Une meilleure répartition des tâches domestiques et une plus grande implication des hommes dans leur rôle de père sont, selon Michael Kaufman, l'une des clés de l'égalité femmes hommes. — OJO Images / Rex Featur/REX/SIPA
  • Avec «Le guide du féminisme pour les hommes et par les hommes», le sociologue canadien Michael Kaufman cosigne un ouvrage qui décrypte avec humour et simplicité les enjeux du féminisme.
  • Pour le Canadien, l'égalité femmes hommes ne peut être atteinte que grâce à une meilleure éducation des garçons.
  • Mais aussi par des politiques gouvernementales plus volontaristes, notamment en matière de congé parental.

Marre de tenter d’expliquer l’intérêt du féminisme et de l’égalité femmes hommes à ceux qui pensent que c’est un truc de bonnes femmes ? Pas de panique : Le guide du féminisme pour les hommes et par les hommes* s’occupe de faire le boulot pour vous. Coécrit par le sociologue canadien Michael Kaufman, spécialiste des questions d’égalité femmes hommes, l’ouvrage aborde avec humour et pertinence des dizaines de questions liées au féminisme, de la contraception au harcèlement en passant par le porno et le congé parental, sans jamais verser dans la leçon de morale. Pour Michael Kaufman, « tout le monde, hommes et femmes, a tout à gagner dans l’égalité femmes hommes ». Un chemin qui passe par «  une meilleure éducation des garçons » et par « des politiques plus volontaristes sur le terrain des droits des femmes ».
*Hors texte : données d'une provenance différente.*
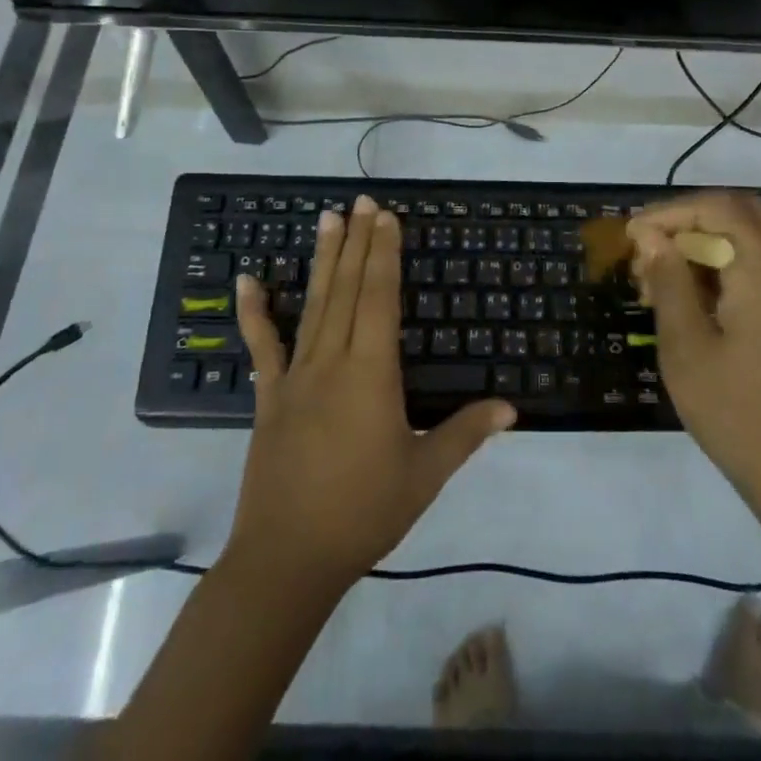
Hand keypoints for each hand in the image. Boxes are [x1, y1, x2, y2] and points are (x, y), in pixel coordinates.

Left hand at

Ce livre s’adresse aux hommes qui ne comprennent pas ou ne s’intéressent pas au féminisme. Comment parvient-on à capter leur attention ?

On voulait rendre cette problématique accessible aux hommes. Or, si les gens, hommes comme femmes, ont peur ou se sentent attaqués, ils sont réfractaires à ce que vous leur dites. Si vous lisez un livre qui vous donne le sentiment de vous pointer du doigt, vous le refermez aussitôt. Mais quand on se sent accueilli avec bienveillance dans une discussion, alors on peut entendre, apprendre et penser.

Avec ce livre, nous voulions parler des problèmes liés au sexisme, au patriarcat et au féminisme, d’une manière qui retranscrive l’essence même du féminisme, pas comme un concept obscur, mais qui influe sur nos vies à tous, dans ce qu’elles ont de triste, parfois violent, et aussi de richesse, d’amour, de plaisir et de sexe. En tant qu’hommes, nous ne devrions pas avoir peur du féminisme.

Ce livre, c’est aussi l’occasion de faire comprendre aux hommes que non seulement ils ont un rôle à jouer dans le féminisme, mais qu’ils ont tout à gagner dans l’égalité femmes hommes…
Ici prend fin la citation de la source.